(Records excerpted from a collection)

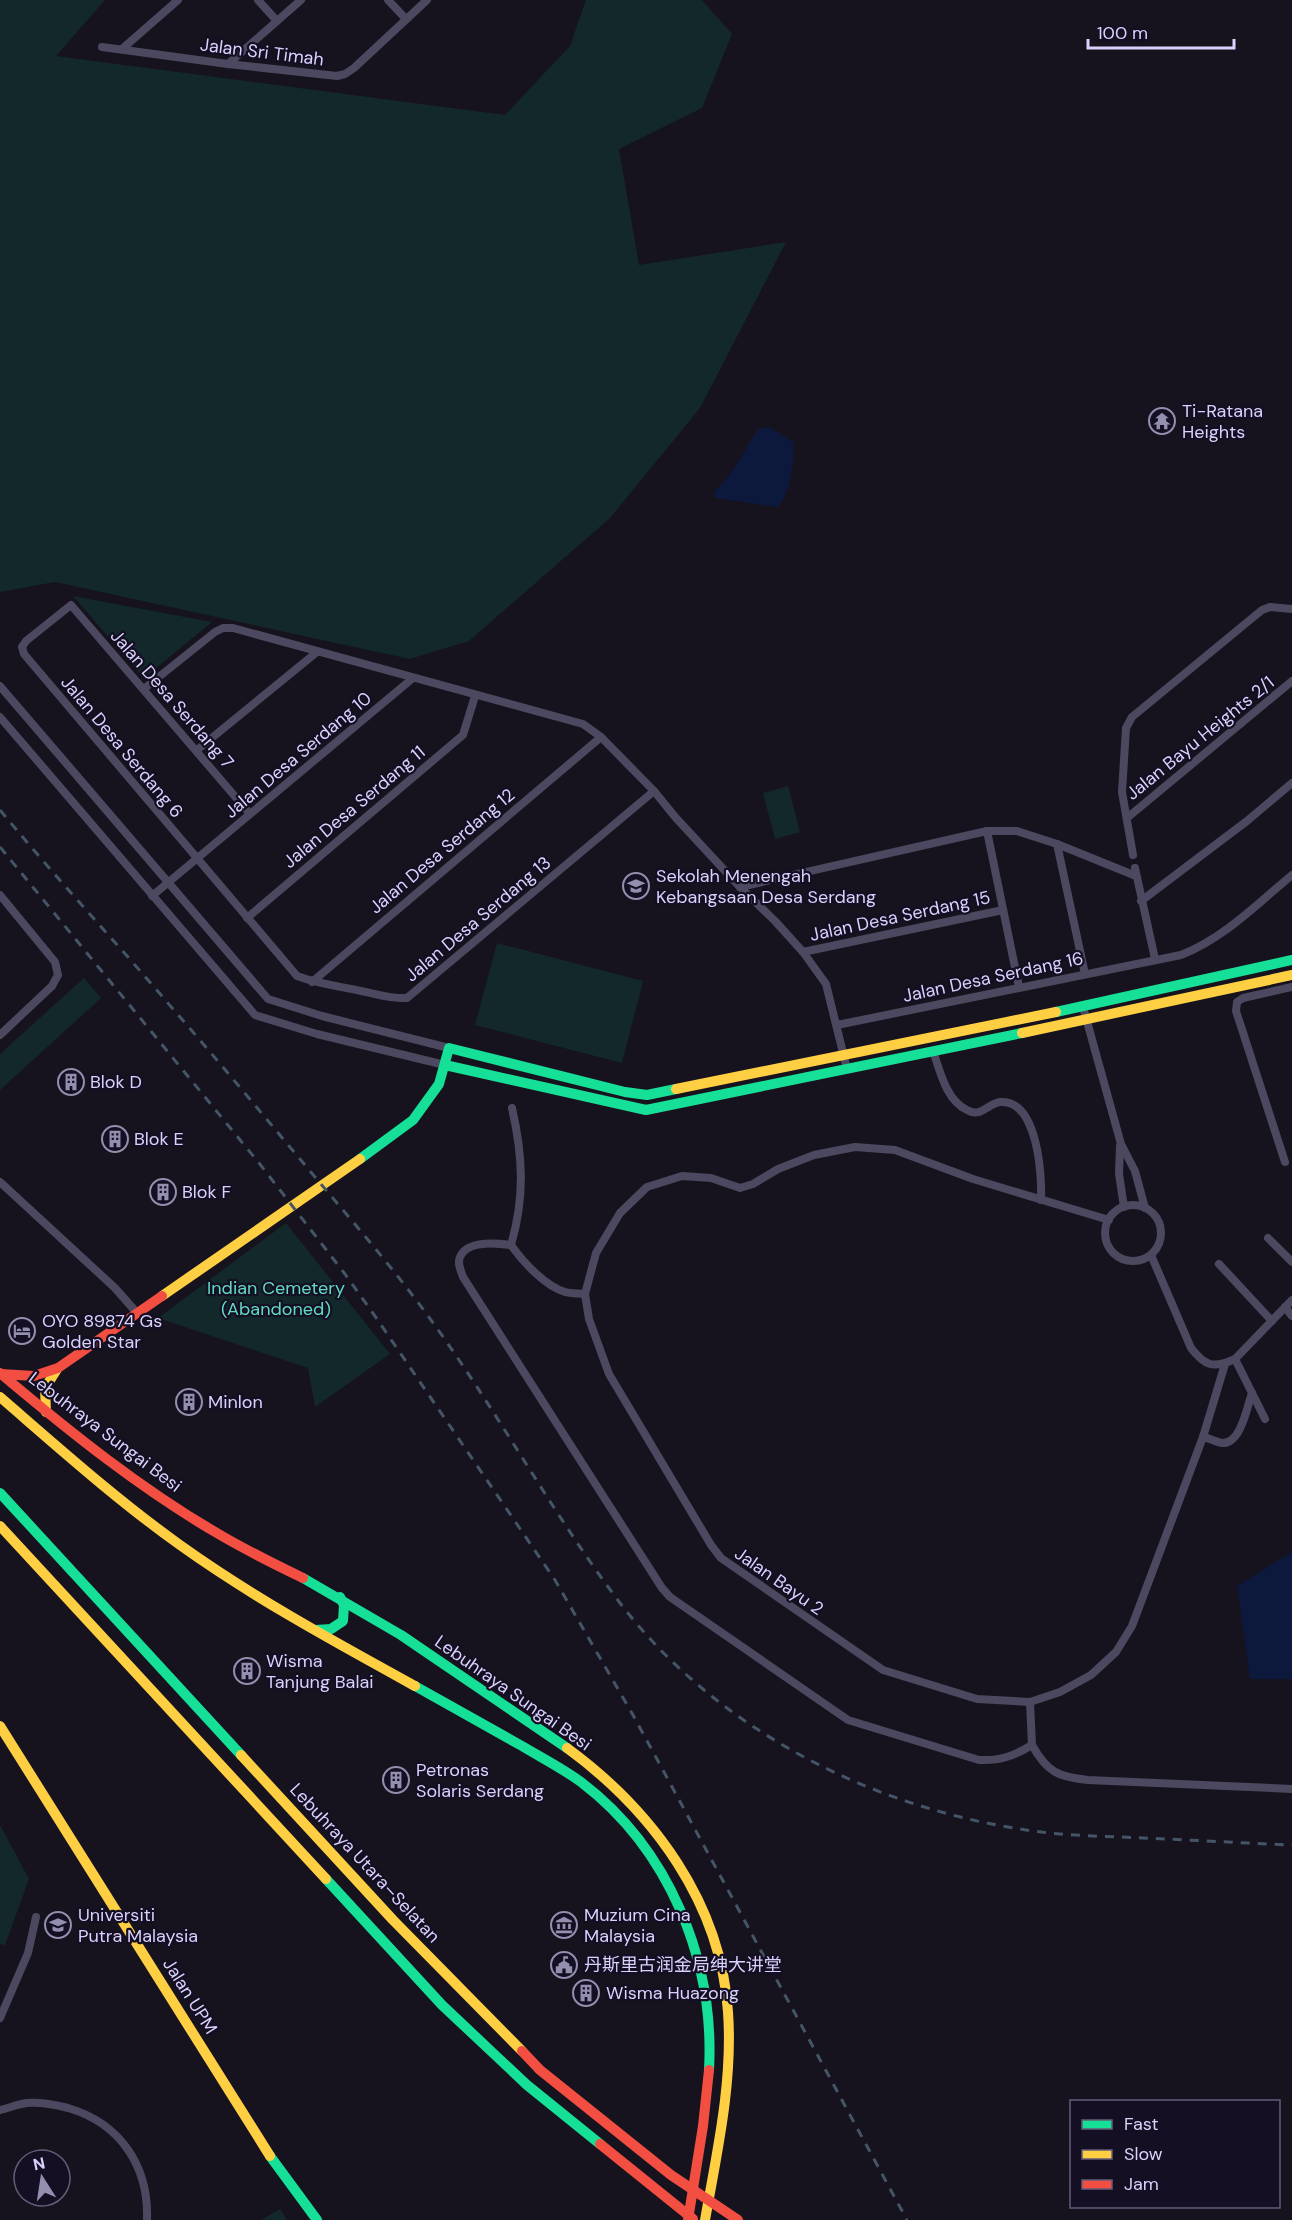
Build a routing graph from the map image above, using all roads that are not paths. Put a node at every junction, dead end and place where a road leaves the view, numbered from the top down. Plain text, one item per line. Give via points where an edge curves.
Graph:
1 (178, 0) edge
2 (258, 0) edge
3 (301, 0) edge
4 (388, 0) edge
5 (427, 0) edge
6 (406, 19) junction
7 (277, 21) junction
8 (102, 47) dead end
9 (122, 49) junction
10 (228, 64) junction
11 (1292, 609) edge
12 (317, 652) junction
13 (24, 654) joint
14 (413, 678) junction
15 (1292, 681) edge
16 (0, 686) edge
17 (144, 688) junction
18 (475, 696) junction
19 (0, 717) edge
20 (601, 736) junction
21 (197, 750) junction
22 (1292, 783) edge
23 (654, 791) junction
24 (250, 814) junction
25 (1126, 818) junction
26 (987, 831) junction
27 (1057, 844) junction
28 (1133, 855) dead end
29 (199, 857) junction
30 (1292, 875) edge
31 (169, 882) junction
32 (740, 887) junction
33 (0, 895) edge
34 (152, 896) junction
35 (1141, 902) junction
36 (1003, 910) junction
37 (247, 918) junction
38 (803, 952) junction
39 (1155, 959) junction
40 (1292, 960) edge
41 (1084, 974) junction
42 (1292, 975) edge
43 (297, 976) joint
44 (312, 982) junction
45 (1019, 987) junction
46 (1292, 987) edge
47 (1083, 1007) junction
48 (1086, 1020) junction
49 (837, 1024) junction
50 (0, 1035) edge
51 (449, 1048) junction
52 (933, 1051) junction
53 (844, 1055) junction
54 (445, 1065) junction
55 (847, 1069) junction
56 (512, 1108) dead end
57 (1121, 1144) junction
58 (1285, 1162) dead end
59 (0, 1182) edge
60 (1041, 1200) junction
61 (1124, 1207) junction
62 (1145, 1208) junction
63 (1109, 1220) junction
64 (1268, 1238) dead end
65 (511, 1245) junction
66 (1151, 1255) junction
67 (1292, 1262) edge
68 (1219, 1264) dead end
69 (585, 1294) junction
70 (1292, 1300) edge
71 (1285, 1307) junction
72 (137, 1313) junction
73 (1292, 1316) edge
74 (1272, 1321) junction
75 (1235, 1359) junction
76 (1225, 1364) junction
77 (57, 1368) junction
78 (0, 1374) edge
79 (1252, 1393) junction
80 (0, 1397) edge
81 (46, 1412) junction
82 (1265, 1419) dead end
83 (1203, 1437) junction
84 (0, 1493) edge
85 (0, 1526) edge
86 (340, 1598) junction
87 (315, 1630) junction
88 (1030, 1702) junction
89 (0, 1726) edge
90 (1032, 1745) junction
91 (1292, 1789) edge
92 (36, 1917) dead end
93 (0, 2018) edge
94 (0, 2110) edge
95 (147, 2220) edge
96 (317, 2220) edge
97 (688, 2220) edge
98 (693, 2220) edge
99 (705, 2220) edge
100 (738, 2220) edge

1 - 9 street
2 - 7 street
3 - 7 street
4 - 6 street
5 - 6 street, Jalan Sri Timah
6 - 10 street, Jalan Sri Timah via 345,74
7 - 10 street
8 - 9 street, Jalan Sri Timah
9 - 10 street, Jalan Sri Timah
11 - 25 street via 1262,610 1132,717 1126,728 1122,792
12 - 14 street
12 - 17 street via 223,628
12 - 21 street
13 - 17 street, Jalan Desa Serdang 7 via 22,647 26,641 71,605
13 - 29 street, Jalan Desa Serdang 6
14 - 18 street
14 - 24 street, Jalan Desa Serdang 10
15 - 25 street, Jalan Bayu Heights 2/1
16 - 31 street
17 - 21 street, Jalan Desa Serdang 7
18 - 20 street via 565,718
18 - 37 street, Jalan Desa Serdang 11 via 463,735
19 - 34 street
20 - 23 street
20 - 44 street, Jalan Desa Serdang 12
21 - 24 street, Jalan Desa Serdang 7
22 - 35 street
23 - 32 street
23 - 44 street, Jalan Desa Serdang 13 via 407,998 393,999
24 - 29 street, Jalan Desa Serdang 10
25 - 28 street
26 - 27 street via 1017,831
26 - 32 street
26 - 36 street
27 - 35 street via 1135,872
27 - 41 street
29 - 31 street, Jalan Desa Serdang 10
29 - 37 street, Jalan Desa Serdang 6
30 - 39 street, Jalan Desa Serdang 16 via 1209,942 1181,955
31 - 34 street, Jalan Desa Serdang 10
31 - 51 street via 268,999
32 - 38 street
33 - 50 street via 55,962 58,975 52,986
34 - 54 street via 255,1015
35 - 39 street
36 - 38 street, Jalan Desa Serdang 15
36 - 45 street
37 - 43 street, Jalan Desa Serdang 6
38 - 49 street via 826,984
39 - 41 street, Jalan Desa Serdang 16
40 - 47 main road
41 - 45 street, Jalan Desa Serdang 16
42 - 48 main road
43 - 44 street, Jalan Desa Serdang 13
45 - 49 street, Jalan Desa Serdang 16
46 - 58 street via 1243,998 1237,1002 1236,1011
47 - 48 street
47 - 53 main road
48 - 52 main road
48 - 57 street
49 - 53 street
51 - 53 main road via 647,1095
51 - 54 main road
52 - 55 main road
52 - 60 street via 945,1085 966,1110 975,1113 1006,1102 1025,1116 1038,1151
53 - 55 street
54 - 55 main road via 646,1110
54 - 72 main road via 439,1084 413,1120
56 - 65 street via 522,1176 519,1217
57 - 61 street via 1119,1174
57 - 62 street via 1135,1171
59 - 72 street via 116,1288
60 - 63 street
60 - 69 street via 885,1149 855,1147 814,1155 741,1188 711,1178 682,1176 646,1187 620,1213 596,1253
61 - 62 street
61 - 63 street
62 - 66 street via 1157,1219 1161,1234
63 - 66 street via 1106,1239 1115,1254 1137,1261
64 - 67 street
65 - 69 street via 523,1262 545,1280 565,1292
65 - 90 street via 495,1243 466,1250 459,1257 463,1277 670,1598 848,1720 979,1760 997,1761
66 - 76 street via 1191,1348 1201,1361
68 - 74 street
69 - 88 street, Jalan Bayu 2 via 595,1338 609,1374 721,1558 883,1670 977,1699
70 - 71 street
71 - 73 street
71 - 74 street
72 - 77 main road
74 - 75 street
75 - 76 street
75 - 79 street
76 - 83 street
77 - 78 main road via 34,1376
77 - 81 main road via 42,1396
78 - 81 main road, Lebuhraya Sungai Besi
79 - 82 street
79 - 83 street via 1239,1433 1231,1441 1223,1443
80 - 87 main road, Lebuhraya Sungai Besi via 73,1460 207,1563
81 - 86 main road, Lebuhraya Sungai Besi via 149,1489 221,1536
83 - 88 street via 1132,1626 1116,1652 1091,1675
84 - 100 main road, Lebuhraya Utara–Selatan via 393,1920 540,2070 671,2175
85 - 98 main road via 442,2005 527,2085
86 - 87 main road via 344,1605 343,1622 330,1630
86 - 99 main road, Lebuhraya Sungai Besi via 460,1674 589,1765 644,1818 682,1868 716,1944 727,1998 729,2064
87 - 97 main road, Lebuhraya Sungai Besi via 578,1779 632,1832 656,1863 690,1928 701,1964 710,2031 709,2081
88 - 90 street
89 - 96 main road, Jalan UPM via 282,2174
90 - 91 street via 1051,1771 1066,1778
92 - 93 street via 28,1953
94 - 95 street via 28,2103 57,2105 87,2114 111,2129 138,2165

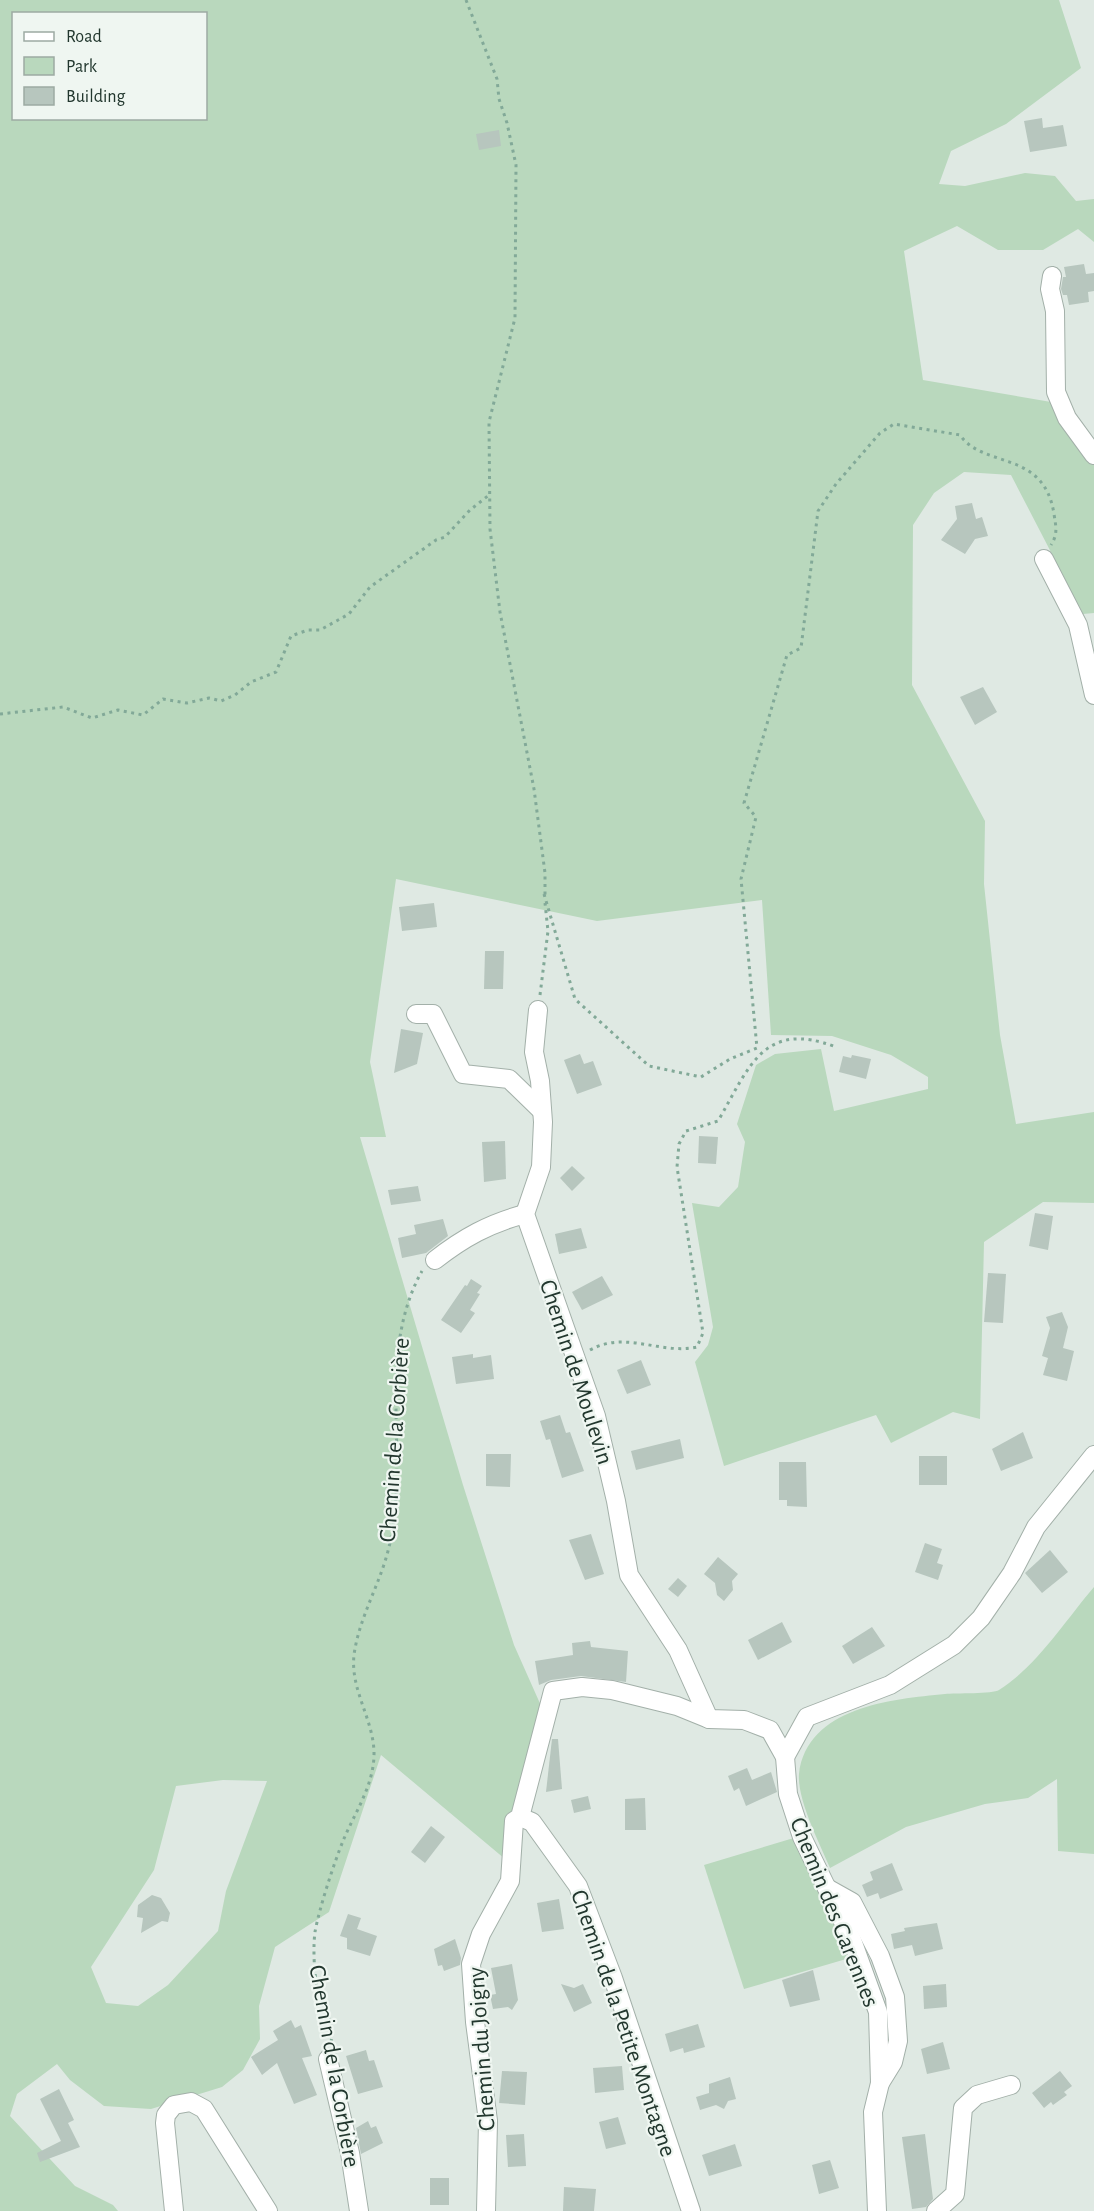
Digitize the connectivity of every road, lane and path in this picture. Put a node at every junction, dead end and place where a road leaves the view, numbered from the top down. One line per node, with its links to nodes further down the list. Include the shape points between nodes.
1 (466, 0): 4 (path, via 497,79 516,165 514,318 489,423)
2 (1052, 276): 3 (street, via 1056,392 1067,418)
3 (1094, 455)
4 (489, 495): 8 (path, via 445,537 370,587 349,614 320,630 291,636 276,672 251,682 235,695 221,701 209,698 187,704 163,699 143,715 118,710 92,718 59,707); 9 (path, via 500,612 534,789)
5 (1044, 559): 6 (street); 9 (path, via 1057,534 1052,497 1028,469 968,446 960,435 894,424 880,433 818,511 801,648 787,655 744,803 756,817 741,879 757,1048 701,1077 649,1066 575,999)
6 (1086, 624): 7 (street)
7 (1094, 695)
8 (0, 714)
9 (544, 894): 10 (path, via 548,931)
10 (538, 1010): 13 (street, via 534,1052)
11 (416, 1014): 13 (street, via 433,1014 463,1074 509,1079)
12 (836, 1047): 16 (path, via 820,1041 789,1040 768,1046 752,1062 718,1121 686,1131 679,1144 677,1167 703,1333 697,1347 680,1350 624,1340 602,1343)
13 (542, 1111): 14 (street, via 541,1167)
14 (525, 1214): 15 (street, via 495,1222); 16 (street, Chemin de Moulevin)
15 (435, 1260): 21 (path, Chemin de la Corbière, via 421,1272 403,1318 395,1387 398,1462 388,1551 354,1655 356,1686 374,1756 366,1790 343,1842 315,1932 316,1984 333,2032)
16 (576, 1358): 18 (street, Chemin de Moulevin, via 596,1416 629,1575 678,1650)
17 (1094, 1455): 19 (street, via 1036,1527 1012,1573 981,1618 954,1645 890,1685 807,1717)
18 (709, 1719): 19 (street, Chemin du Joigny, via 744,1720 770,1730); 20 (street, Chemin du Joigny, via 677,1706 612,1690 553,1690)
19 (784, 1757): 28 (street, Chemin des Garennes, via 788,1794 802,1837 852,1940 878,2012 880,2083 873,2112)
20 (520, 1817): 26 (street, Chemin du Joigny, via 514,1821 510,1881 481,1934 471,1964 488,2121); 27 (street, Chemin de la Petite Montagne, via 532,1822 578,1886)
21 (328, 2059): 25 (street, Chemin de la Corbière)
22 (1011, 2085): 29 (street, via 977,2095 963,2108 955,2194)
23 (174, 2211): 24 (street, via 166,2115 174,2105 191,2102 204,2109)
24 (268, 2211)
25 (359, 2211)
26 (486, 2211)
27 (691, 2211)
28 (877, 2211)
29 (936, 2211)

What needs to be done =
Copy all lines from the data that hold the word "Lebuhraya".

Answer area =
78 - 81 main road, Lebuhraya Sungai Besi
80 - 87 main road, Lebuhraya Sungai Besi via 73,1460 207,1563
81 - 86 main road, Lebuhraya Sungai Besi via 149,1489 221,1536
84 - 100 main road, Lebuhraya Utara–Selatan via 393,1920 540,2070 671,2175
86 - 99 main road, Lebuhraya Sungai Besi via 460,1674 589,1765 644,1818 682,1868 716,1944 727,1998 729,2064
87 - 97 main road, Lebuhraya Sungai Besi via 578,1779 632,1832 656,1863 690,1928 701,1964 710,2031 709,2081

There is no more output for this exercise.